By December 1984, most of the population had returned to the Putis settlement. The military ordered the men of the community to dig a pit, then gathered the local population around it, executed all of them with gunfire and buried them in the excavated pit. It is believed that the reasons for these executions were suspicions that the inhabitants of Putis were sympathetic to Shining Path and a desire to steal and sell the cattle of the community.

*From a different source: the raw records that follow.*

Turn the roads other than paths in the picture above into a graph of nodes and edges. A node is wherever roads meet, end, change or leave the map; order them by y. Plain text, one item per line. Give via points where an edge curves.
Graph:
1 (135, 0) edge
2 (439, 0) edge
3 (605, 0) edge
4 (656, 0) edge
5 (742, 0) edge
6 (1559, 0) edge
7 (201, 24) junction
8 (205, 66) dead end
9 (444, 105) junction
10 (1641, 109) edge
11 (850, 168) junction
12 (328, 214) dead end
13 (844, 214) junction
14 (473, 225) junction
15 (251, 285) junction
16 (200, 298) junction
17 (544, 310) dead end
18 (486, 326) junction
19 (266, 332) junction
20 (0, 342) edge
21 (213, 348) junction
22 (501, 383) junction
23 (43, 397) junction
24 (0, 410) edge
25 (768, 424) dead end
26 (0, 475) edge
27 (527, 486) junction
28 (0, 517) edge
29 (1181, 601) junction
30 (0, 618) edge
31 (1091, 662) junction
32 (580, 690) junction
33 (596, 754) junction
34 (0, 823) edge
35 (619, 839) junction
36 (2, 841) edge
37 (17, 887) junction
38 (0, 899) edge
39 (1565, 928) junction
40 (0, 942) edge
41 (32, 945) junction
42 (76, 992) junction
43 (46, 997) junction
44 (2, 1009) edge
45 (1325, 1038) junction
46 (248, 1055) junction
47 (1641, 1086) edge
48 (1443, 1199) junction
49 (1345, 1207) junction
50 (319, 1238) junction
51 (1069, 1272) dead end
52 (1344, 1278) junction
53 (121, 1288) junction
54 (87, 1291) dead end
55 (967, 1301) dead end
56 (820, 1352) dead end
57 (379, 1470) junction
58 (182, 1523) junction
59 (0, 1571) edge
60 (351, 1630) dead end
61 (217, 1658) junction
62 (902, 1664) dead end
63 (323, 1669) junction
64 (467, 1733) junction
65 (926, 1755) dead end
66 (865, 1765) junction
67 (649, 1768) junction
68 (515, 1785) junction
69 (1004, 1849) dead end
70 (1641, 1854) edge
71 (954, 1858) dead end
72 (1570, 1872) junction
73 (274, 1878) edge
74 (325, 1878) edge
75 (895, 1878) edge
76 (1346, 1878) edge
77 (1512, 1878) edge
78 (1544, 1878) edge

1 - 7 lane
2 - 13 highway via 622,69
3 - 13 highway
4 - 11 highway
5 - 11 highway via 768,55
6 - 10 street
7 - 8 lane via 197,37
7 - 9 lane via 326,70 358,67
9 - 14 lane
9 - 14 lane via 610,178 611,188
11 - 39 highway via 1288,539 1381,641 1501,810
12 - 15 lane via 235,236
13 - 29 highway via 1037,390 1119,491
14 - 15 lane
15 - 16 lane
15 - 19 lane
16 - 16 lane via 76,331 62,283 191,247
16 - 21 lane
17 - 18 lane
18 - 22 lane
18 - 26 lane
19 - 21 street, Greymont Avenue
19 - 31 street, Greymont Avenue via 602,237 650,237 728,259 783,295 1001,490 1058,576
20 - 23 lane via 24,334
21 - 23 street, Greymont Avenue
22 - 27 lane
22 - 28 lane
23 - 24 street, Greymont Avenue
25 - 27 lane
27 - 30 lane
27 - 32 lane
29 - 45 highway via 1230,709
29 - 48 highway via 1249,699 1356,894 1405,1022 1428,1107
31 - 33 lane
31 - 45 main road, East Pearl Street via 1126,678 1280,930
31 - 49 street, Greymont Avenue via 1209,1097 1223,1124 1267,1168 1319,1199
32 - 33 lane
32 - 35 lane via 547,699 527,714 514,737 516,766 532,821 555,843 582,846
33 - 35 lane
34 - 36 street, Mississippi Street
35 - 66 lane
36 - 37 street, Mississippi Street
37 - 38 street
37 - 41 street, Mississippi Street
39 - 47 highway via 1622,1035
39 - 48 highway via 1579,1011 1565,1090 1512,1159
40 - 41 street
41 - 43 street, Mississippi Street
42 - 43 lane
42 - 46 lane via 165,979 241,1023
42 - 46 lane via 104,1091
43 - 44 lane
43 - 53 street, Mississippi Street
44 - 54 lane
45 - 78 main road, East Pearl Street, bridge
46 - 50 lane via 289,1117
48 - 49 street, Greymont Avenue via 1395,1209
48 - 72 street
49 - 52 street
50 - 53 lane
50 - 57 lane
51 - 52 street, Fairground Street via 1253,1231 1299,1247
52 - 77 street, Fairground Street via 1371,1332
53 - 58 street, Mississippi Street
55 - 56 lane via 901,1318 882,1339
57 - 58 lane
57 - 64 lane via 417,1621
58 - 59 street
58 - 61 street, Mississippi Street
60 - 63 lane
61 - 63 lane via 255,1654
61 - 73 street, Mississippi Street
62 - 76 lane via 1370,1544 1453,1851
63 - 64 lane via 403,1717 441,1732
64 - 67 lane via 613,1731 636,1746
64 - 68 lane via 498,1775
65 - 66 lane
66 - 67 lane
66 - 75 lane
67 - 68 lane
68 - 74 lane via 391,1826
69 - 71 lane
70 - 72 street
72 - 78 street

The total number of victims is estimated at 123 men and women from the settlements of Cayramayo, Vizcatánpata, Orccohuasi and Putis; 19 of those murdered were minors. The Truth and Reconciliation Commission identified two mass graves in Putis, one behind the church and the other inside the school. Some persons from Putis survived the massacre by staying in the mountains, where they remained until a few of them returned in 1997; as of 2002 some ten families lived in Putis.

==Investigation==
In May 2008, a group of forensic investigators began the exhumation of the Putis mass graves belatedly following a 2003 recommendation by the Truth and Reconciliation Commission to investigate all such massacre sites. Around 50 relatives of the persons killed joined the investigators to watch the recovery of their family members remains. Despite the exhumation procedures, no one has been indicted so far for the Putis massacre as the Peruvian Military refuses to give any explanation about the events, claiming all related documentation was destroyed in a fire.

In August 2009, a mass funeral was held for ninety-two victims of the 1984 massacre. The remains of only twenty-eight were identified through the use of DNA and many of the coffins contained only partial remains.